**Instructions to follow**
Could you give every record again, exactly as it reads?

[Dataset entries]
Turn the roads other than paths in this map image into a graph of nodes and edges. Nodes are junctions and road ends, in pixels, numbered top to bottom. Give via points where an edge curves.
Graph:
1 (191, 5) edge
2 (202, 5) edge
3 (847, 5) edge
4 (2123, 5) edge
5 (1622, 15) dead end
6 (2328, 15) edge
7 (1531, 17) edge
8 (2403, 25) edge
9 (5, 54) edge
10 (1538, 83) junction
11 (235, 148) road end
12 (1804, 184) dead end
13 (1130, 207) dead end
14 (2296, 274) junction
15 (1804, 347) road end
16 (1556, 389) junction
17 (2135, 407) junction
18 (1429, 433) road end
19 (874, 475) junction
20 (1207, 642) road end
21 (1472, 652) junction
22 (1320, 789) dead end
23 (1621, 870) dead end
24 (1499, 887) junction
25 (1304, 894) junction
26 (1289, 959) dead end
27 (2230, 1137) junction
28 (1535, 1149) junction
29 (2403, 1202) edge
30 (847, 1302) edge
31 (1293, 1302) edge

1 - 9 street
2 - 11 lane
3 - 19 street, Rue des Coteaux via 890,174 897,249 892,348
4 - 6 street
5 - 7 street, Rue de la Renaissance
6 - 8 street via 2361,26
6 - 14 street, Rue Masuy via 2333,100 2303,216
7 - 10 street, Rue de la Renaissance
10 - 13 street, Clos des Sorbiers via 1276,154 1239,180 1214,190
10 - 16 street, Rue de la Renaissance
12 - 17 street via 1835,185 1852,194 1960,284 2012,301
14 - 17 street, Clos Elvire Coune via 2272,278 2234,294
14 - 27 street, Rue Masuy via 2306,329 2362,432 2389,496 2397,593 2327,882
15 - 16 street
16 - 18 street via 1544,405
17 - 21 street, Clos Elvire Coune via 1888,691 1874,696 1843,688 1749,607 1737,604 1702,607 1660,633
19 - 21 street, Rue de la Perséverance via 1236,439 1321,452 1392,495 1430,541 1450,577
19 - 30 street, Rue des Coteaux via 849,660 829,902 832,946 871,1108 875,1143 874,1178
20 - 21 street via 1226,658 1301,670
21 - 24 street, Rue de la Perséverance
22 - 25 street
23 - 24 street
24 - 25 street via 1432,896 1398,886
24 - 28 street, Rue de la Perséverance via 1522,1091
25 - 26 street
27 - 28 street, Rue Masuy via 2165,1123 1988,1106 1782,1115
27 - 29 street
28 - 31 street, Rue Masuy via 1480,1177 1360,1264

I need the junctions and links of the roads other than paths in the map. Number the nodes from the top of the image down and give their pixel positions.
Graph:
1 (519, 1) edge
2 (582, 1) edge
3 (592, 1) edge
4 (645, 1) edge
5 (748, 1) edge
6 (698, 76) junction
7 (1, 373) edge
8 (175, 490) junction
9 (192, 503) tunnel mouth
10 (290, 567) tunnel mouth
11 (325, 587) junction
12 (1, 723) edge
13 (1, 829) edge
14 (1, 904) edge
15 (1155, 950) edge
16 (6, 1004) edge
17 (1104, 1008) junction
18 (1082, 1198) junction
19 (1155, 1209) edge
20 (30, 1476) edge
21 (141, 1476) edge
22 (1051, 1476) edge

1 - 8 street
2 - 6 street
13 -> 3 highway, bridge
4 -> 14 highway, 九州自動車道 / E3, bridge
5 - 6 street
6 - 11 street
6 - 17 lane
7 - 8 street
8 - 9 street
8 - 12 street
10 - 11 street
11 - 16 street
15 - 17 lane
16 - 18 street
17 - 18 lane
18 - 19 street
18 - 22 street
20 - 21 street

**Your response**
Turn the roads other than paths in this map image into a graph of nodes and edges. Nodes are junctions and road ends, in pixels, numbered top to bottom. Give via points where an edge curves.
Graph:
1 (191, 5) edge
2 (202, 5) edge
3 (847, 5) edge
4 (2123, 5) edge
5 (1622, 15) dead end
6 (2328, 15) edge
7 (1531, 17) edge
8 (2403, 25) edge
9 (5, 54) edge
10 (1538, 83) junction
11 (235, 148) road end
12 (1804, 184) dead end
13 (1130, 207) dead end
14 (2296, 274) junction
15 (1804, 347) road end
16 (1556, 389) junction
17 (2135, 407) junction
18 (1429, 433) road end
19 (874, 475) junction
20 (1207, 642) road end
21 (1472, 652) junction
22 (1320, 789) dead end
23 (1621, 870) dead end
24 (1499, 887) junction
25 (1304, 894) junction
26 (1289, 959) dead end
27 (2230, 1137) junction
28 (1535, 1149) junction
29 (2403, 1202) edge
30 (847, 1302) edge
31 (1293, 1302) edge

1 - 9 street
2 - 11 lane
3 - 19 street, Rue des Coteaux via 890,174 897,249 892,348
4 - 6 street
5 - 7 street, Rue de la Renaissance
6 - 8 street via 2361,26
6 - 14 street, Rue Masuy via 2333,100 2303,216
7 - 10 street, Rue de la Renaissance
10 - 13 street, Clos des Sorbiers via 1276,154 1239,180 1214,190
10 - 16 street, Rue de la Renaissance
12 - 17 street via 1835,185 1852,194 1960,284 2012,301
14 - 17 street, Clos Elvire Coune via 2272,278 2234,294
14 - 27 street, Rue Masuy via 2306,329 2362,432 2389,496 2397,593 2327,882
15 - 16 street
16 - 18 street via 1544,405
17 - 21 street, Clos Elvire Coune via 1888,691 1874,696 1843,688 1749,607 1737,604 1702,607 1660,633
19 - 21 street, Rue de la Perséverance via 1236,439 1321,452 1392,495 1430,541 1450,577
19 - 30 street, Rue des Coteaux via 849,660 829,902 832,946 871,1108 875,1143 874,1178
20 - 21 street via 1226,658 1301,670
21 - 24 street, Rue de la Perséverance
22 - 25 street
23 - 24 street
24 - 25 street via 1432,896 1398,886
24 - 28 street, Rue de la Perséverance via 1522,1091
25 - 26 street
27 - 28 street, Rue Masuy via 2165,1123 1988,1106 1782,1115
27 - 29 street
28 - 31 street, Rue Masuy via 1480,1177 1360,1264

I need the junctions and links of the roads other than paths in the map. Number the nodes from the top of the image down and give their pixel positions.
Graph:
1 (519, 1) edge
2 (582, 1) edge
3 (592, 1) edge
4 (645, 1) edge
5 (748, 1) edge
6 (698, 76) junction
7 (1, 373) edge
8 (175, 490) junction
9 (192, 503) tunnel mouth
10 (290, 567) tunnel mouth
11 (325, 587) junction
12 (1, 723) edge
13 (1, 829) edge
14 (1, 904) edge
15 (1155, 950) edge
16 (6, 1004) edge
17 (1104, 1008) junction
18 (1082, 1198) junction
19 (1155, 1209) edge
20 (30, 1476) edge
21 (141, 1476) edge
22 (1051, 1476) edge

1 - 8 street
2 - 6 street
13 -> 3 highway, bridge
4 -> 14 highway, 九州自動車道 / E3, bridge
5 - 6 street
6 - 11 street
6 - 17 lane
7 - 8 street
8 - 9 street
8 - 12 street
10 - 11 street
11 - 16 street
15 - 17 lane
16 - 18 street
17 - 18 lane
18 - 19 street
18 - 22 street
20 - 21 street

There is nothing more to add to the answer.